Pods issues

I have used Pods.io for easy handling of custom post types for WordPress. It makes it easy for other users to change how the content is displayed and create new post types by using a fairly well designed GUI. I can edit the page templates from the Pods Admin dashboard and I don’t get confusing looks when I try and explain the fundamentals of the register_post_type() function.

All in all, Pods has just made it easy for me to customize WordPress and make it easy for a basic user to maintain. However, they have started to get a bit sloppy with documentation for the last few updates. This came as a shock to me when suddenly the educational content on my Hack-E-Bot website was not showing up correctly.

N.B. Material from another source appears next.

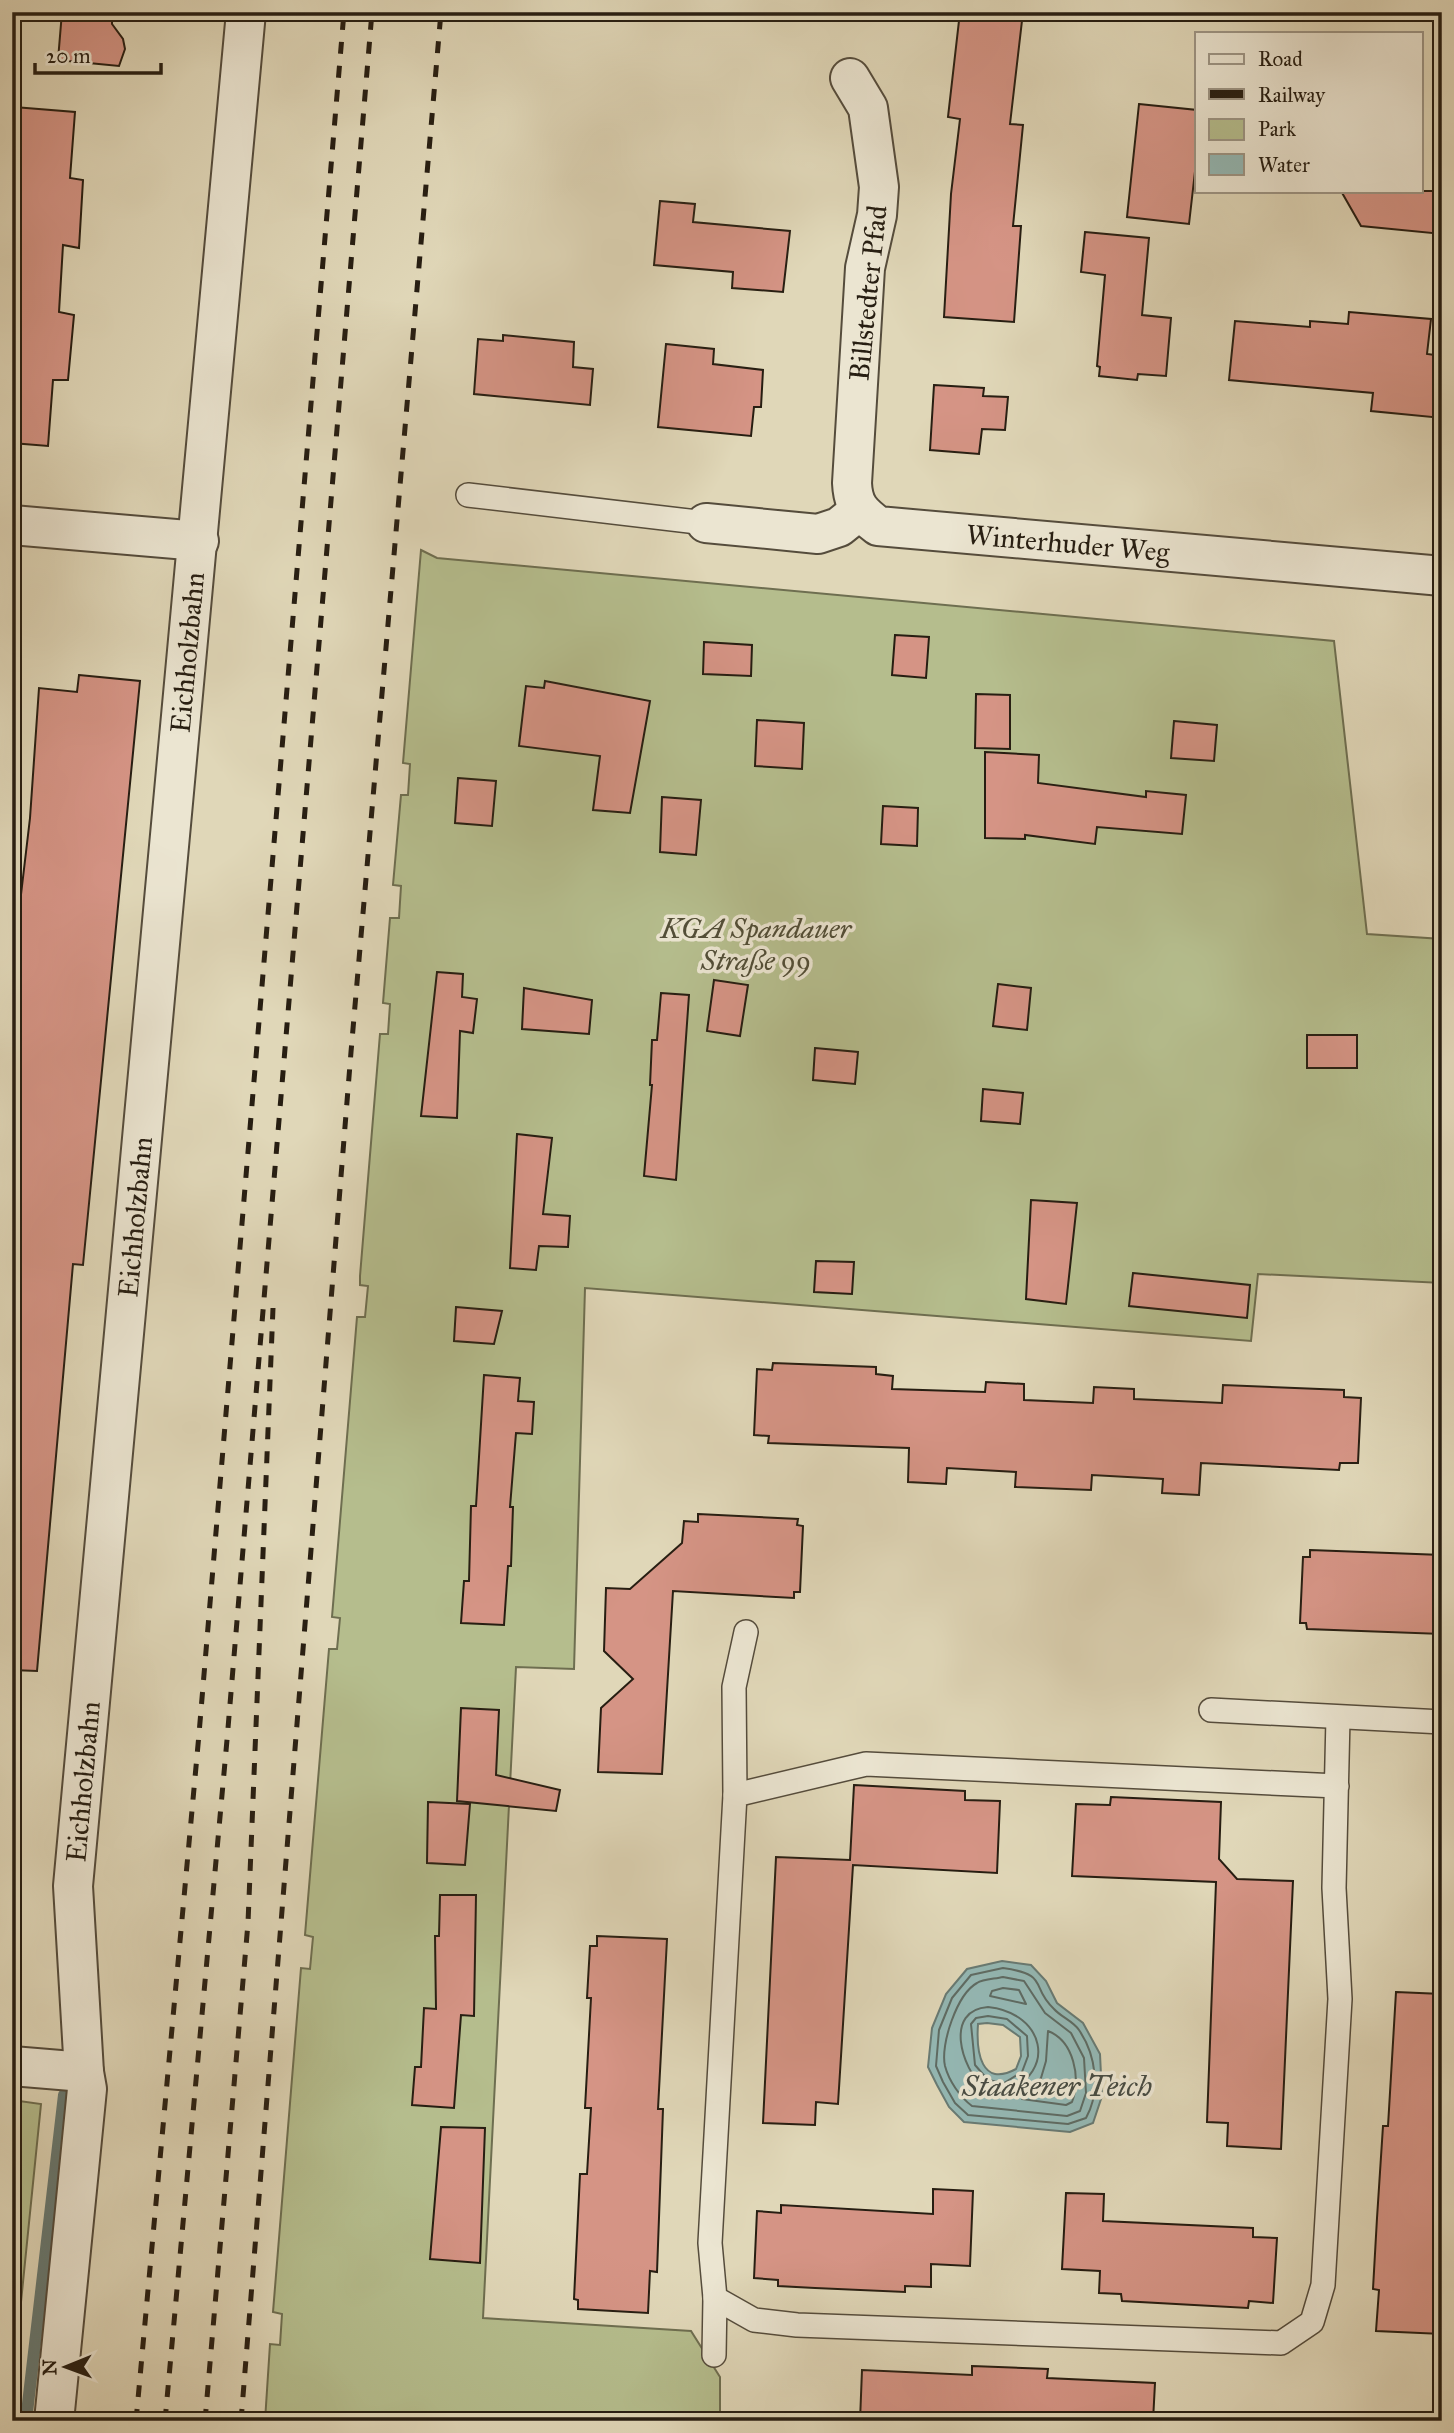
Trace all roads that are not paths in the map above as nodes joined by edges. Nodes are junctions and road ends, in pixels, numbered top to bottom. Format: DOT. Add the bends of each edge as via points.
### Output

The Pods Admin has a section called Pages and that is were I can create new custom PHP templates for handling the new post types. This is supposed to work like creating a new Page Template.PHP file, and it did, but now it stopped pulling the header.php and ignored the CSS all together even though they were both clearly referenced in the template. Something may have auto updated and messed it all up because things were working just perfect until a few days ago.

I sat down to try and fix the issue and things just were not working the way they should and most of the documentation was from 2012, so no help there. I gave up on making it work the old way and rigged it up so that it is at least displaying correctly. It took me about 2 hours to get everything to link correctly, but I got it fixed now.

What really irritates me though is stuff that just stopped working with no explanation or alternatives in the Pods.io documentation. You are supposed to be able to call a single post of a particular post type by using:

// Get the Pods object for a specific item 
$mypod = pods( 'mypod', $id_or_slug ); 

However that dose not work any more. I had to use the following method to find my single post:

// Get the Pods object and run find() 
$params = array(    
    'limit' => 1, 
    'where' => 'post_name ="'.$thePost.'"' 
    ); 

$mypod = pods( 'mypod', $params );

It’s not such a big code change for me, but if I had know that the first method was retired I would not have bothered to troubleshoot it and just switch to the second method.

It is a shame because now I feel that I should start moving away from using Pods and find a new plugin or just make my own. Time will be the deciding factor I am afraid, and I just have to little time these days.

Oh well, slap a bandage on it and live to fight another day.